Your instructions: With the pictures left out, repeat every entry that follows exactly.

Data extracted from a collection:
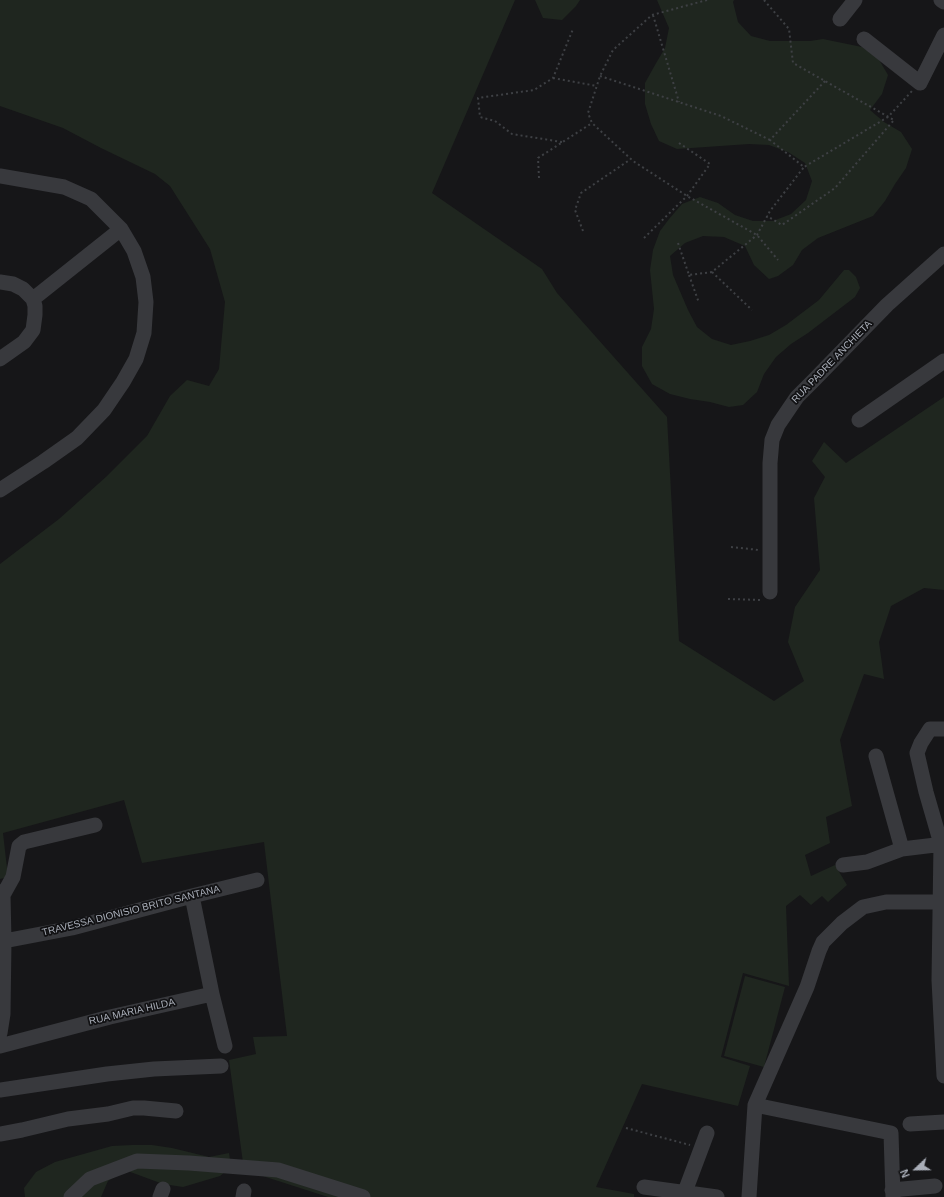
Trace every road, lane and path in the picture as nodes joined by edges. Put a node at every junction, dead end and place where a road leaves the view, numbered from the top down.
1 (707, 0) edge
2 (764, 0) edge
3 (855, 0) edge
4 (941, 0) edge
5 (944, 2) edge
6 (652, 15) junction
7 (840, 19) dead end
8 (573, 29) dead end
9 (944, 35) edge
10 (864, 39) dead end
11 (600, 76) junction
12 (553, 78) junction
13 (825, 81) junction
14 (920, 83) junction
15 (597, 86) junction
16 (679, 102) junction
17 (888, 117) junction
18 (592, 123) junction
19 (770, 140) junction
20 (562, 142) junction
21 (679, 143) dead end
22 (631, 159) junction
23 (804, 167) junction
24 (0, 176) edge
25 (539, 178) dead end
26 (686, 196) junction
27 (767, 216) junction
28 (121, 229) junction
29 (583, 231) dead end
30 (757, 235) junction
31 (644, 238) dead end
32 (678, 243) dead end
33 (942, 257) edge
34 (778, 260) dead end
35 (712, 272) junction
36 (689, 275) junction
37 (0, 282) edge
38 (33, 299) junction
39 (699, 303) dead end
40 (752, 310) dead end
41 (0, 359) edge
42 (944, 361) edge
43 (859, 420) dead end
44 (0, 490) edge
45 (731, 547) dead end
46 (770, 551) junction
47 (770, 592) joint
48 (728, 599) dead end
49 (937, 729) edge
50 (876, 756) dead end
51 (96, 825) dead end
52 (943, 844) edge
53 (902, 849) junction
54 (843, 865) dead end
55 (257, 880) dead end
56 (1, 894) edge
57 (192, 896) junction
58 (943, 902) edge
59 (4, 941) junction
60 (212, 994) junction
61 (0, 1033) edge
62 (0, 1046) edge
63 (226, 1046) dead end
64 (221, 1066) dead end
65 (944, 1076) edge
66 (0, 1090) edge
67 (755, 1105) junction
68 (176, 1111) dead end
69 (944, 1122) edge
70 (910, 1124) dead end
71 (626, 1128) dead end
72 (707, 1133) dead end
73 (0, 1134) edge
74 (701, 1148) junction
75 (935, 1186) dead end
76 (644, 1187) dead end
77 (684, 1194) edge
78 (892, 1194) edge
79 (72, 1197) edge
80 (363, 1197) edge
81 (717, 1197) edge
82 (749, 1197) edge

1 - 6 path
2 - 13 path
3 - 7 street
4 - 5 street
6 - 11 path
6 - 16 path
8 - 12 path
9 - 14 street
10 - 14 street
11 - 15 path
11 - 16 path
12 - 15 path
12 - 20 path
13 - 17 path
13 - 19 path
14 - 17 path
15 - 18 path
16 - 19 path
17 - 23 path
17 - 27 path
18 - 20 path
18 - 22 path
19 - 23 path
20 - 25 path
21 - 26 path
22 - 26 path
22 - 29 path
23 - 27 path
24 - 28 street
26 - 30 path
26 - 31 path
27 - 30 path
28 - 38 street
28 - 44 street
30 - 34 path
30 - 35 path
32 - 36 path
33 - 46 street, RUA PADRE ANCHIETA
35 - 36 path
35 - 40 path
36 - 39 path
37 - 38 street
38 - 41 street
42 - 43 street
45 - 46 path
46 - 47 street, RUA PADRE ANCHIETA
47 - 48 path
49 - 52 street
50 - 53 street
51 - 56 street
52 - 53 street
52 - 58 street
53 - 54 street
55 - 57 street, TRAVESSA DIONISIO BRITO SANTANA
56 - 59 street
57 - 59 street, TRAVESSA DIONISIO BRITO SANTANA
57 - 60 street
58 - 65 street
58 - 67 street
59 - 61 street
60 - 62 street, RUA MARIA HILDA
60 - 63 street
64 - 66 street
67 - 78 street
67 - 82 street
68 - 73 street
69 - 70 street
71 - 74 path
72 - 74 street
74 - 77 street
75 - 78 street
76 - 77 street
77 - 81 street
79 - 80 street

Result for this task:
Trace every road, lane and path in the picture as nodes joined by edges. Put a node at every junction, dead end and place where a road leaves the view, numbered from the top down.
1 (707, 0) edge
2 (764, 0) edge
3 (855, 0) edge
4 (941, 0) edge
5 (944, 2) edge
6 (652, 15) junction
7 (840, 19) dead end
8 (573, 29) dead end
9 (944, 35) edge
10 (864, 39) dead end
11 (600, 76) junction
12 (553, 78) junction
13 (825, 81) junction
14 (920, 83) junction
15 (597, 86) junction
16 (679, 102) junction
17 (888, 117) junction
18 (592, 123) junction
19 (770, 140) junction
20 (562, 142) junction
21 (679, 143) dead end
22 (631, 159) junction
23 (804, 167) junction
24 (0, 176) edge
25 (539, 178) dead end
26 (686, 196) junction
27 (767, 216) junction
28 (121, 229) junction
29 (583, 231) dead end
30 (757, 235) junction
31 (644, 238) dead end
32 (678, 243) dead end
33 (942, 257) edge
34 (778, 260) dead end
35 (712, 272) junction
36 (689, 275) junction
37 (0, 282) edge
38 (33, 299) junction
39 (699, 303) dead end
40 (752, 310) dead end
41 (0, 359) edge
42 (944, 361) edge
43 (859, 420) dead end
44 (0, 490) edge
45 (731, 547) dead end
46 (770, 551) junction
47 (770, 592) joint
48 (728, 599) dead end
49 (937, 729) edge
50 (876, 756) dead end
51 (96, 825) dead end
52 (943, 844) edge
53 (902, 849) junction
54 (843, 865) dead end
55 (257, 880) dead end
56 (1, 894) edge
57 (192, 896) junction
58 (943, 902) edge
59 (4, 941) junction
60 (212, 994) junction
61 (0, 1033) edge
62 (0, 1046) edge
63 (226, 1046) dead end
64 (221, 1066) dead end
65 (944, 1076) edge
66 (0, 1090) edge
67 (755, 1105) junction
68 (176, 1111) dead end
69 (944, 1122) edge
70 (910, 1124) dead end
71 (626, 1128) dead end
72 (707, 1133) dead end
73 (0, 1134) edge
74 (701, 1148) junction
75 (935, 1186) dead end
76 (644, 1187) dead end
77 (684, 1194) edge
78 (892, 1194) edge
79 (72, 1197) edge
80 (363, 1197) edge
81 (717, 1197) edge
82 (749, 1197) edge

1 - 6 path
2 - 13 path
3 - 7 street
4 - 5 street
6 - 11 path
6 - 16 path
8 - 12 path
9 - 14 street
10 - 14 street
11 - 15 path
11 - 16 path
12 - 15 path
12 - 20 path
13 - 17 path
13 - 19 path
14 - 17 path
15 - 18 path
16 - 19 path
17 - 23 path
17 - 27 path
18 - 20 path
18 - 22 path
19 - 23 path
20 - 25 path
21 - 26 path
22 - 26 path
22 - 29 path
23 - 27 path
24 - 28 street
26 - 30 path
26 - 31 path
27 - 30 path
28 - 38 street
28 - 44 street
30 - 34 path
30 - 35 path
32 - 36 path
33 - 46 street, RUA PADRE ANCHIETA
35 - 36 path
35 - 40 path
36 - 39 path
37 - 38 street
38 - 41 street
42 - 43 street
45 - 46 path
46 - 47 street, RUA PADRE ANCHIETA
47 - 48 path
49 - 52 street
50 - 53 street
51 - 56 street
52 - 53 street
52 - 58 street
53 - 54 street
55 - 57 street, TRAVESSA DIONISIO BRITO SANTANA
56 - 59 street
57 - 59 street, TRAVESSA DIONISIO BRITO SANTANA
57 - 60 street
58 - 65 street
58 - 67 street
59 - 61 street
60 - 62 street, RUA MARIA HILDA
60 - 63 street
64 - 66 street
67 - 78 street
67 - 82 street
68 - 73 street
69 - 70 street
71 - 74 path
72 - 74 street
74 - 77 street
75 - 78 street
76 - 77 street
77 - 81 street
79 - 80 street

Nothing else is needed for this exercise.